THE SECOND CREATION OF LIFE
    The Capitan Reef that decorates the top of the Guadalupe Mountains above McKittrick Canyon is similar to the structure of Mount Rushmore, only carved not with US presidents but with the force of life that thrived before the mass extinction. Yet the rocks in McKittrick Canyon do not display evidence of the end of the Permian.
    To see that, Sam Bowring, a bearded and amiable professor of geology whom I visited earlier at MIT, had to travel to China. Bowring showed me a photo of himself and Zhu Zhuli, a Chinese researcher, in Meishan, standing on the face of a rock quarry. Zhuli had his feet on a dark line in the rock that represented the end of the Permian. The change in color was caused by a dramatic change in the geology and chemistry of the rock. It was the geological boundary line between the Permian and the Triassic periods, the point where one era of life encased in sediments of earth ceased to exist and another was laid down on top of it. In the photo, Bowring stood above the line in early Triassic ash beds. It is one of thebest-studied Permian-Triassic boundary sequences in the world. Fully 333 species have been identified in the fossils below where these two scientists were perched. But above that line almost all of them disappear, an extinction rate of 94 percent.
    John Phillips, a mid-nineteenth-century English geologist whopublished the first global geological time scale, found that the fossils were so different on either side of the Permian-Triassic boundary that he referred to the line in the stratigraphic layers that Bowring stood above and the difference in fossils on either side as the Second Creation of Life. He never saw the line in Meishan, China, but had studied this event at similar stratigraphic sites elsewhere in the world.

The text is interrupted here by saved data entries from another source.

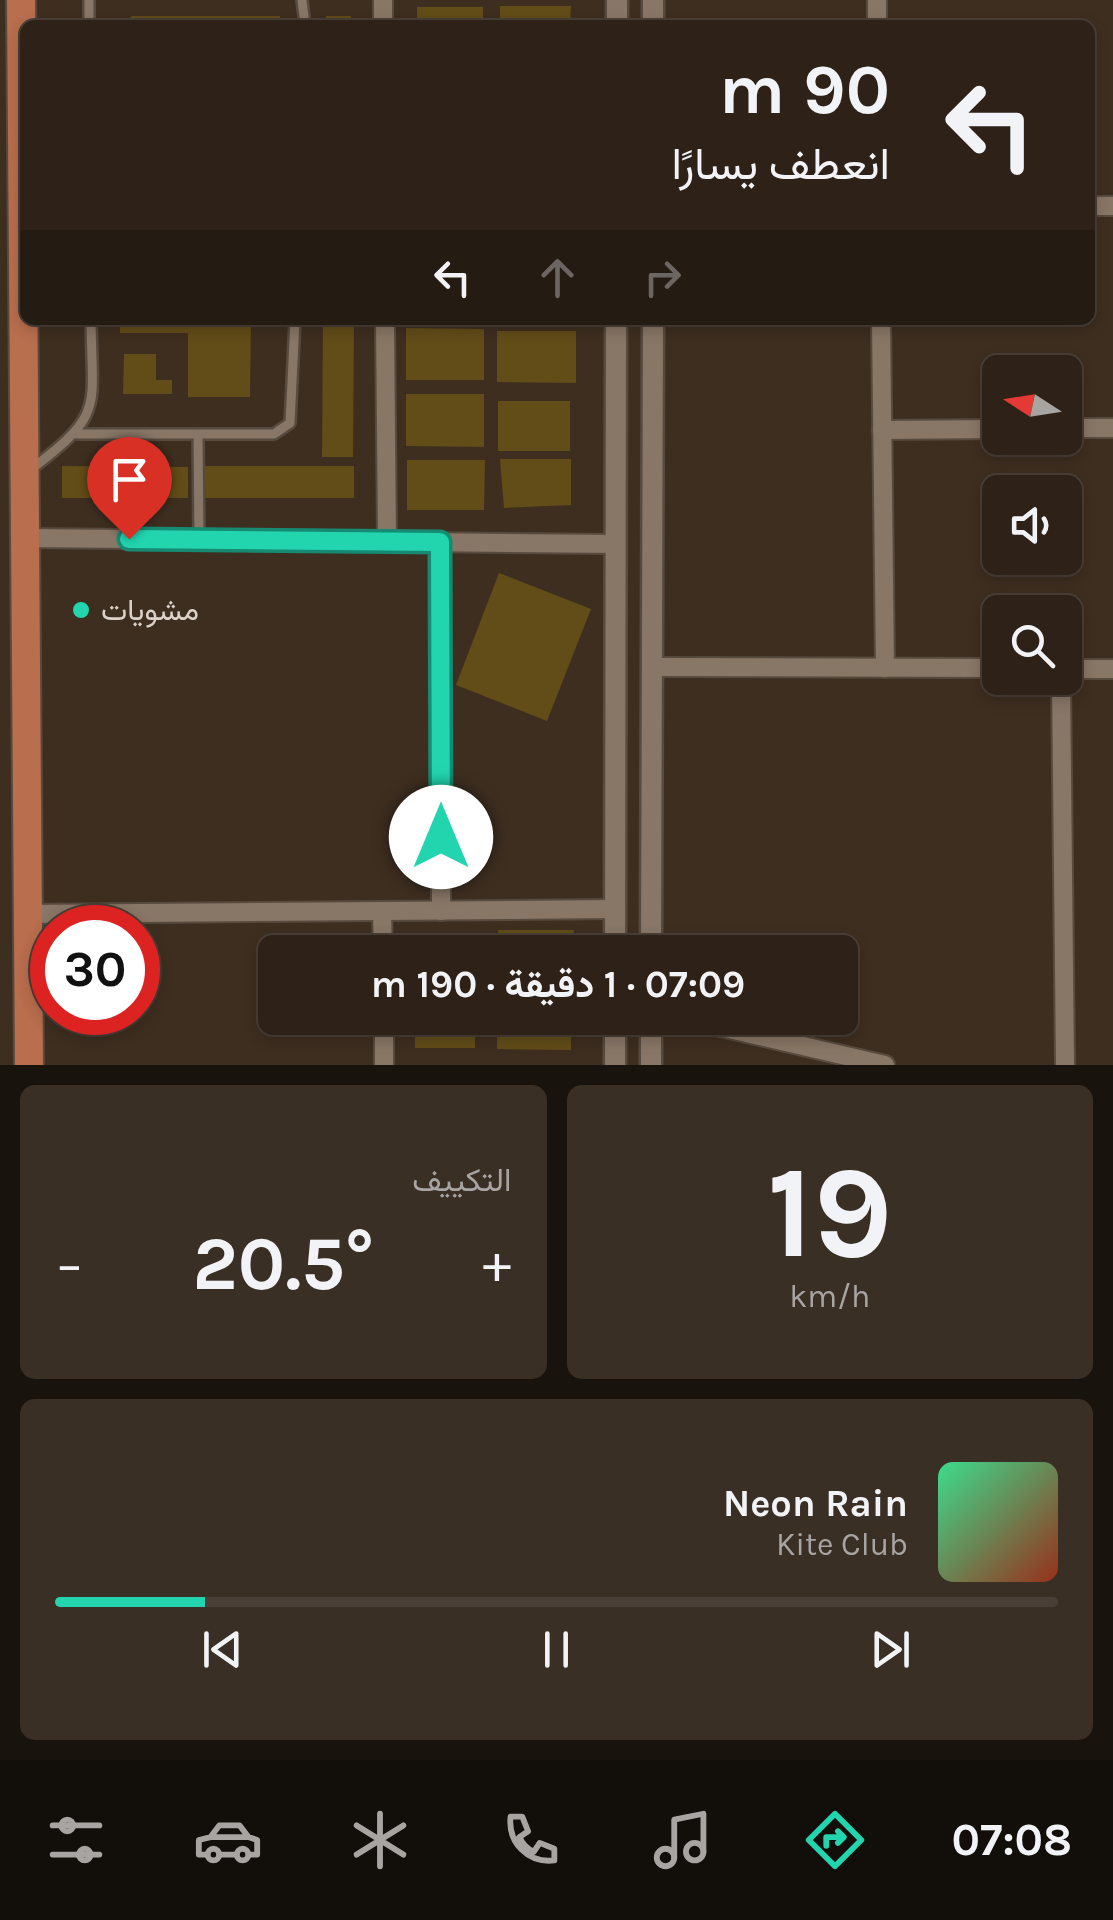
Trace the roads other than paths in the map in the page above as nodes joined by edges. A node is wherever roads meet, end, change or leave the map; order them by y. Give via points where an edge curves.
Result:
1 (24, 325) edge
2 (91, 325) edge
3 (295, 325) edge
4 (385, 325) edge
5 (616, 325) edge
6 (653, 325) edge
7 (881, 325) edge
8 (1082, 428) edge
9 (1113, 428) edge
10 (982, 429) edge
11 (882, 430) junction
12 (77, 434) junction
13 (198, 434) junction
14 (24, 474) junction
15 (25, 538) junction
16 (199, 540) junction
17 (387, 542) junction
18 (440, 542) junction
19 (616, 544) junction
20 (652, 667) junction
21 (885, 668) junction
22 (982, 668) edge
23 (1082, 668) edge
24 (1113, 669) edge
25 (1061, 695) edge
26 (615, 909) junction
27 (441, 910) junction
28 (382, 911) junction
29 (27, 914) junction
30 (383, 935) edge
31 (615, 935) edge
32 (651, 935) edge
33 (384, 1035) edge
34 (615, 1035) edge
35 (651, 1035) edge
36 (755, 1035) edge
37 (29, 1065) edge
38 (384, 1065) edge
39 (615, 1065) edge
40 (651, 1065) edge
41 (885, 1065) edge
42 (1065, 1065) edge

1 - 14 main road
2 - 12 lane via 92,406
3 - 13 lane via 290,423 274,434
4 - 17 street
5 - 19 street
6 - 20 street
7 - 11 street
8 - 9 street
10 - 11 street
11 - 21 street
12 - 13 lane
12 - 14 lane
13 - 16 lane
14 - 15 main road
15 - 16 street
15 - 29 main road
16 - 17 street
17 - 18 street
18 - 19 street
18 - 27 street
19 - 26 street
20 - 21 street
20 - 32 street
21 - 22 street
23 - 24 street
25 - 42 street
26 - 27 street
26 - 31 street
27 - 28 street
28 - 29 street
28 - 30 street
29 - 37 main road
33 - 38 street
34 - 39 street
35 - 40 street
36 - 41 street

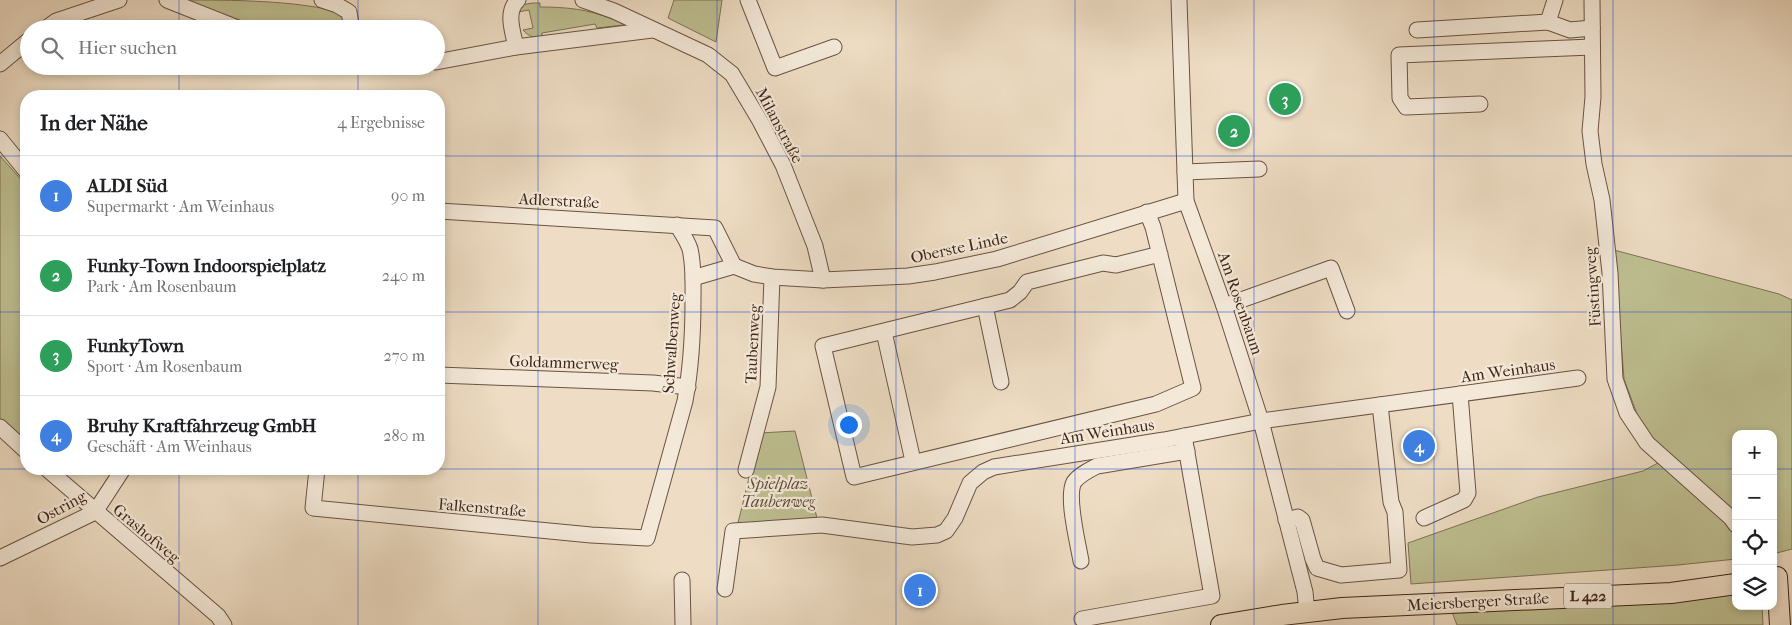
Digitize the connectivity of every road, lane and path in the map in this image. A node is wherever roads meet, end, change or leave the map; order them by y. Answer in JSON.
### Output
{"nodes":[{"id":1,"x":120,"y":0,"type":"edge"},
{"id":2,"x":167,"y":0,"type":"edge"},
{"id":3,"x":322,"y":0,"type":"edge"},
{"id":4,"x":518,"y":0,"type":"edge"},
{"id":5,"x":583,"y":0,"type":"edge"},
{"id":6,"x":748,"y":0,"type":"edge"},
{"id":7,"x":1179,"y":0,"type":"edge"},
{"id":8,"x":1555,"y":0,"type":"edge"},
{"id":9,"x":1592,"y":0,"type":"edge"},
{"id":10,"x":59,"y":20,"type":"edge"},
{"id":11,"x":217,"y":20,"type":"edge"},
{"id":12,"x":350,"y":20,"type":"edge"},
{"id":13,"x":1548,"y":22,"type":"junction"},
{"id":14,"x":1592,"y":28,"type":"junction"},
{"id":15,"x":653,"y":30,"type":"junction"},
{"id":16,"x":1417,"y":30,"type":"dead end"},
{"id":17,"x":20,"y":47,"type":"edge"},
{"id":18,"x":516,"y":47,"type":"junction"},
{"id":19,"x":834,"y":47,"type":"dead end"},
{"id":20,"x":1592,"y":47,"type":"junction"},
{"id":21,"x":445,"y":60,"type":"edge"},
{"id":22,"x":0,"y":64,"type":"edge"},
{"id":23,"x":1480,"y":104,"type":"dead end"},
{"id":24,"x":0,"y":139,"type":"edge"},
{"id":25,"x":20,"y":163,"type":"edge"},
{"id":26,"x":1259,"y":169,"type":"dead end"},
{"id":27,"x":1185,"y":172,"type":"junction"},
{"id":28,"x":1186,"y":201,"type":"junction"},
{"id":29,"x":445,"y":211,"type":"edge"},
{"id":30,"x":1148,"y":212,"type":"junction"},
{"id":31,"x":677,"y":225,"type":"junction"},
{"id":32,"x":1160,"y":254,"type":"junction"},
{"id":33,"x":734,"y":266,"type":"junction"},
{"id":34,"x":772,"y":277,"type":"junction"},
{"id":35,"x":693,"y":278,"type":"junction"},
{"id":36,"x":823,"y":280,"type":"junction"},
{"id":37,"x":985,"y":306,"type":"junction"},
{"id":38,"x":1224,"y":306,"type":"junction"},
{"id":39,"x":1347,"y":311,"type":"dead end"},
{"id":40,"x":884,"y":332,"type":"junction"},
{"id":41,"x":445,"y":375,"type":"edge"},
{"id":42,"x":1578,"y":378,"type":"dead end"},
{"id":43,"x":1001,"y":382,"type":"dead end"},
{"id":44,"x":688,"y":387,"type":"junction"},
{"id":45,"x":1460,"y":394,"type":"junction"},
{"id":46,"x":1380,"y":405,"type":"junction"},
{"id":47,"x":1261,"y":421,"type":"junction"},
{"id":48,"x":0,"y":427,"type":"edge"},
{"id":49,"x":1185,"y":443,"type":"junction"},
{"id":50,"x":20,"y":445,"type":"edge"},
{"id":51,"x":913,"y":461,"type":"junction"},
{"id":52,"x":746,"y":470,"type":"dead end"},
{"id":53,"x":54,"y":475,"type":"edge"},
{"id":54,"x":119,"y":475,"type":"edge"},
{"id":55,"x":316,"y":475,"type":"edge"},
{"id":56,"x":95,"y":512,"type":"junction"},
{"id":57,"x":1424,"y":518,"type":"dead end"},
{"id":58,"x":1286,"y":520,"type":"junction"},
{"id":59,"x":1732,"y":520,"type":"edge"},
{"id":60,"x":647,"y":538,"type":"joint"},
{"id":61,"x":0,"y":558,"type":"edge"},
{"id":62,"x":1081,"y":561,"type":"dead end"},
{"id":63,"x":1781,"y":576,"type":"edge"},
{"id":64,"x":682,"y":580,"type":"dead end"},
{"id":65,"x":1732,"y":585,"type":"edge"},
{"id":66,"x":725,"y":589,"type":"dead end"},
{"id":67,"x":1307,"y":612,"type":"junction"},
{"id":68,"x":1082,"y":619,"type":"dead end"},
{"id":69,"x":224,"y":625,"type":"edge"},
{"id":70,"x":683,"y":625,"type":"edge"},
{"id":71,"x":1221,"y":625,"type":"edge"},
{"id":72,"x":1780,"y":625,"type":"edge"}],
"edges":[{"from":1,"to":10,"type":"street"},
{"from":2,"to":11,"type":"street"},
{"from":3,"to":12,"type":"street"},
{"from":4,"to":18,"type":"street"},
{"from":5,"to":15,"type":"street","name":"Milanstraße"},
{"from":6,"to":19,"type":"street"},
{"from":7,"to":27,"type":"street","name":"Am Rosenbaum"},
{"from":8,"to":13,"type":"street"},
{"from":9,"to":14,"type":"street","name":"Füstingweg"},
{"from":13,"to":14,"type":"street"},
{"from":13,"to":16,"type":"street"},
{"from":14,"to":20,"type":"street","name":"Füstingweg"},
{"from":15,"to":18,"type":"street"},
{"from":15,"to":36,"type":"street","name":"Milanstraße"},
{"from":17,"to":22,"type":"street"},
{"from":18,"to":21,"type":"street"},
{"from":20,"to":23,"type":"street"},
{"from":20,"to":59,"type":"street","name":"Füstingweg"},
{"from":24,"to":25,"type":"street"},
{"from":26,"to":27,"type":"street"},
{"from":27,"to":28,"type":"street","name":"Am Rosenbaum"},
{"from":28,"to":30,"type":"street","name":"Oberste Linde"},
{"from":28,"to":38,"type":"street","name":"Am Rosenbaum"},
{"from":29,"to":31,"type":"street","name":"Adlerstraße"},
{"from":30,"to":32,"type":"street"},
{"from":30,"to":36,"type":"street","name":"Oberste Linde"},
{"from":31,"to":33,"type":"street","name":"Adlerstraße"},
{"from":31,"to":35,"type":"street"},
{"from":32,"to":37,"type":"street"},
{"from":32,"to":51,"type":"street"},
{"from":33,"to":34,"type":"street","name":"Oberste Linde"},
{"from":33,"to":35,"type":"street","name":"Schwalbenweg"},
{"from":34,"to":36,"type":"street","name":"Oberste Linde"},
{"from":34,"to":52,"type":"street","name":"Taubenweg"},
{"from":35,"to":44,"type":"street","name":"Schwalbenweg"},
{"from":37,"to":40,"type":"street"},
{"from":37,"to":43,"type":"street"},
{"from":38,"to":39,"type":"street"},
{"from":38,"to":47,"type":"street","name":"Am Rosenbaum"},
{"from":40,"to":51,"type":"street"},
{"from":40,"to":51,"type":"street"},
{"from":41,"to":44,"type":"street","name":"Goldammerweg"},
{"from":42,"to":45,"type":"street","name":"Am Weinhaus"},
{"from":44,"to":60,"type":"street","name":"Schwalbenweg"},
{"from":45,"to":46,"type":"street","name":"Am Weinhaus"},
{"from":45,"to":57,"type":"street"},
{"from":46,"to":47,"type":"street","name":"Am Weinhaus"},
{"from":46,"to":58,"type":"street"},
{"from":47,"to":49,"type":"street","name":"Am Weinhaus"},
{"from":47,"to":58,"type":"street","name":"Am Rosenbaum"},
{"from":48,"to":50,"type":"street"},
{"from":49,"to":62,"type":"street"},
{"from":49,"to":66,"type":"street","name":"Am Weinhaus"},
{"from":49,"to":68,"type":"street"},
{"from":53,"to":56,"type":"street","name":"Grashofweg"},
{"from":54,"to":56,"type":"street","name":"Ostring"},
{"from":55,"to":60,"type":"street","name":"Falkenstraße"},
{"from":56,"to":61,"type":"street","name":"Ostring"},
{"from":56,"to":69,"type":"street","name":"Grashofweg"},
{"from":58,"to":67,"type":"street","name":"Am Rosenbaum"},
{"from":63,"to":72,"type":"main road"},
{"from":64,"to":70,"type":"street"},
{"from":65,"to":67,"type":"main road","name":"Meiersberger Straße","number":"L 422"},
{"from":67,"to":71,"type":"main road","name":"Meiersberger Straße","number":"L 422"}]}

    The catastrophe that created this boundary has similarities to the destruction humans are inflicting through greenhouse gas buildup, ocean acidification, and global warming. No, it wasn’t a giant spectacular meteor falling out of the sky. The primary villain of the Permian extinction was the Siberian Traps.This eruption occurred about 252 million years ago, according to new findings from Bowring. At that time a viscous magma flowed out of the ground and spread over the land, filling in the valleys and basins around it like honey finds the crevices on a piece of toast. The total amount of lava flow was mind-boggling. In one area it grew 6,500 meters thick, almost four miles. “In the end it covered much of Siberia, an area close to the size of the continental United States,” Bowring told me.
    Still, there was not just a single cause to this extinction. It was more the perfect storm, the coming together of multiple perpetrators, as it has been with other extinction events. The lava that created the traps burned up through an enormous coal reserve at its center, and the heat of the molten lava converted much of the black rock to CO 2 . But as temperatures rose, some of that coal would have converted to methane, which is twenty times more potent a greenhouse gas than CO 2 , and this would have accelerated warming.
    The end result of the buildup of CO 2 and methane, among other causes, was one of the few mass extinctions of insects in earth’s history. Their numbers descended from sixty families during the height of the Permian period to almost zero at the end of it. The air was silent, since birds had yet to evolve. The coal that had thrived in the marshy environments and plentiful vegetation disappeared as the earth grew drier. Whole forests and entire ecosystems of plants died but fungi flourished, since they fed off the dead plant and animal matter.